Note: Requirement 4 addresses a First Amendment question, freedom of speech, but the First Amendment is often taught in Constitutional Law II, or perhaps a separate course on the First Amendment. Either of these would probably be an upper-level course. Thus, if your law school separates Constitutional Law into two classes (or teaches First Amendment as a separate class), and you have taken only Constitutional Law I, your answer will understandably not discuss this issue.

The fourth issue is whether the conditions seek to induce the states to do anything unconstitutional. The answer is no, because the states would not forbid a constitutionally protected activity simply by prohibiting texting while driving.

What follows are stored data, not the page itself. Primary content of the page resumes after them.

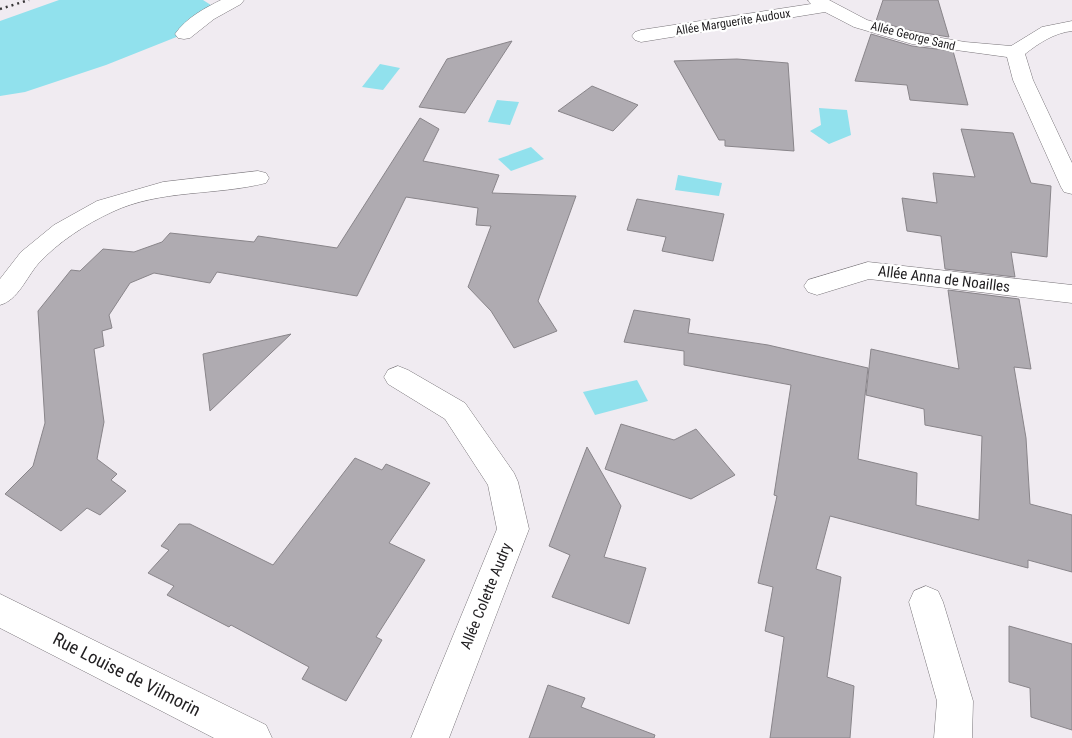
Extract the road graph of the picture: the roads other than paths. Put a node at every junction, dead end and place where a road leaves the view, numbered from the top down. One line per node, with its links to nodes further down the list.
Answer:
1 (235, 0): 4 (street)
2 (821, 4): 5 (street, Allée Marguerite Audoux); 6 (street, Allée George Sand)
3 (1072, 26): 6 (street)
4 (184, 34)
5 (641, 36)
6 (1015, 52): 8 (street)
7 (258, 178): 11 (street)
8 (1071, 179)
9 (817, 286): 10 (street, Allée Anna de Noailles)
10 (1072, 294)
11 (0, 296)
12 (398, 377): 16 (street, Allée Colette Audry)
13 (926, 602): 17 (street)
14 (0, 610): 15 (street, Rue Louise de Vilmorin)
15 (254, 738)
16 (430, 738)
17 (953, 738)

More specifically, the prohibition on texting while driving is a constitutional time, place, and manner restriction on certain communication activities, so it does not run afoul of the First Amendment. For a time, place, and manner restriction to be constitutional, the following requirements must be met: the regulation must serve an important governmental interest, that government interest must be unrelated to the suppression of a particular message, the regulation must be narrowly tailored to serve the government's interest, and the regulation must leave open ample alternative means for communicating messages.

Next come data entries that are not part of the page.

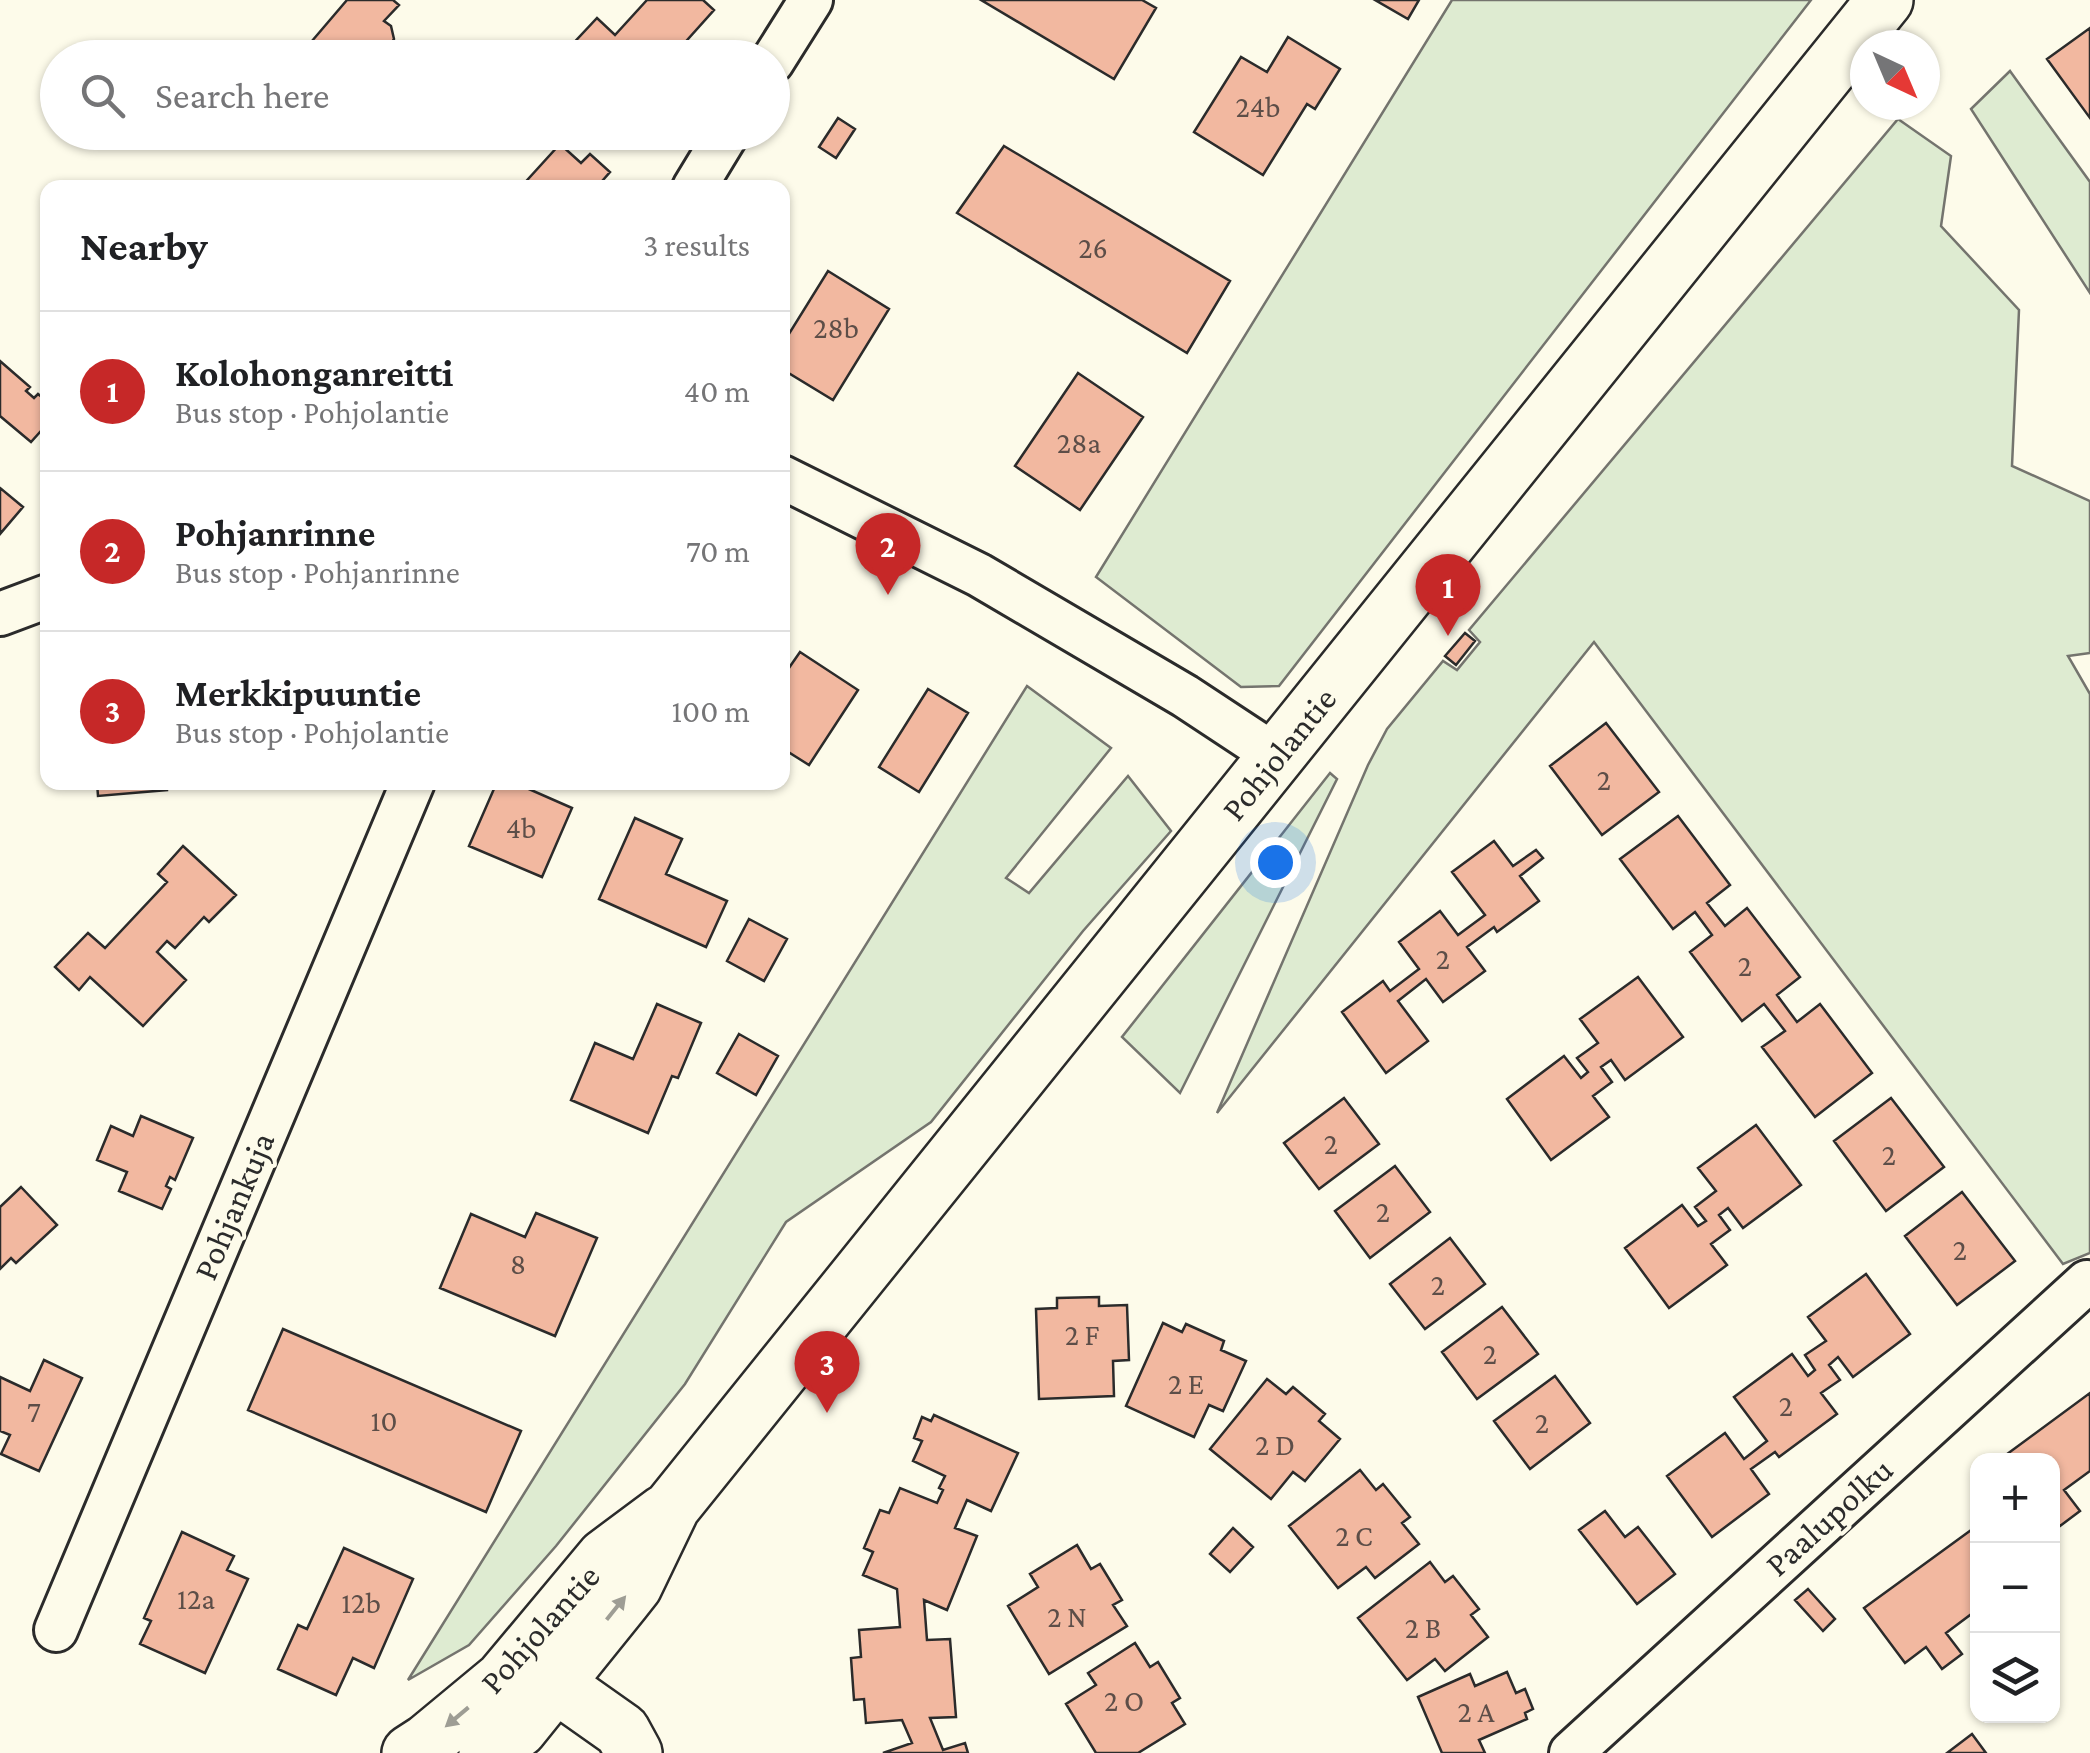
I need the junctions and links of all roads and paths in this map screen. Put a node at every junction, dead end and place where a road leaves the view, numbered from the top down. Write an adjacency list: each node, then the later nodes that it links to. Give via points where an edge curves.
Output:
1 (811, 0): 3 (street)
2 (1885, 0): 9 (street, Pohjolantie)
3 (786, 40)
4 (717, 150): 5 (street)
5 (699, 180)
6 (790, 481): 9 (street, via 979,575)
7 (40, 599): 8 (street)
8 (0, 614)
9 (1276, 756): 13 (street, Pohjolantie, via 672,1507 605,1556)
10 (409, 790): 12 (street, Pohjankuja)
11 (2088, 1282): 16 (street, Paalupolku)
12 (56, 1630)
13 (523, 1719): 14 (street, Pohjolantie, one-way to 14, via 426,1742); 15 (street, via 622,1731)
14 (410, 1753)
15 (634, 1753)
16 (1571, 1753)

All of these requirements are satisfied here. The regulation furthers the important government interest of promoting roadway safety. The government interest is unrelated to the suppression of a particular message, since the statute is concerned with the means—texting while driving—through which the communication occurs, rather than the content of the communication itself. The statute is narrowly tailored because it prohibits texting while driving, which is the very activity that has led to an increase in motor-vehicle accidents. The statute also leaves open ample alternative means for communicating messages, since citizens are free to send text messages, and communicate via other means, as long as they are not driving. Accordingly, the Act does not require the states to engage in any unconstitutional activity in order to receive funding.

Requirement 5

The fifth issue is whether the financial inducement offered to the states by Congress is so coercive as to pass the point at which pressure turns into compulsion. For the Act to pass this test, the states must have a genuine choice whether to accept Congress’s condition. In South Dakota v. Dole, the Supreme Court held that the condition at issue was not coercive, because the states would lose only 5 percent of their federal highway funds if they refused to raise their minimum drinking age to 21. The federal funds at stake constituted less than 0.5 percent of South Dakota’s budget, which the Court found to be only “relatively minor encouragement.” In contrast, in NFIB v. Sebelius, the Supreme Court held that Congress’s threat to withhold 100 percent of Medicaid funds from states who refused to accept Congress’s new Medicaid program was unconstitutionally coercive. The funds at stake in Sebelius amounted to over 10 percent of a state’s overall budget.

The amount at stake here lies somewhere between the funds at stake in Dole and Sebelius. Particularly, 15 percent of all education funds—which amounts to 2 percent of an average state’s overall budget—is more than the amount in Dole, but less than the amount in Sebelius. Nevertheless, because the amount involved here (2 percent of the overall budget) is closer to the 0.5 percent of the budget at stake in Dole than it is to the 10 percent of the budget at stake in Sebelius, Congress’s financial inducement is probably not coercive.

In conclusion, although the Act satisfies four of the five requirements under the Spending Clause, because the purpose of the federal funding (education) doesn’t bear a sufficiently close relationship to the condition (prohibiting texting while driving), the Act is unconstitutional.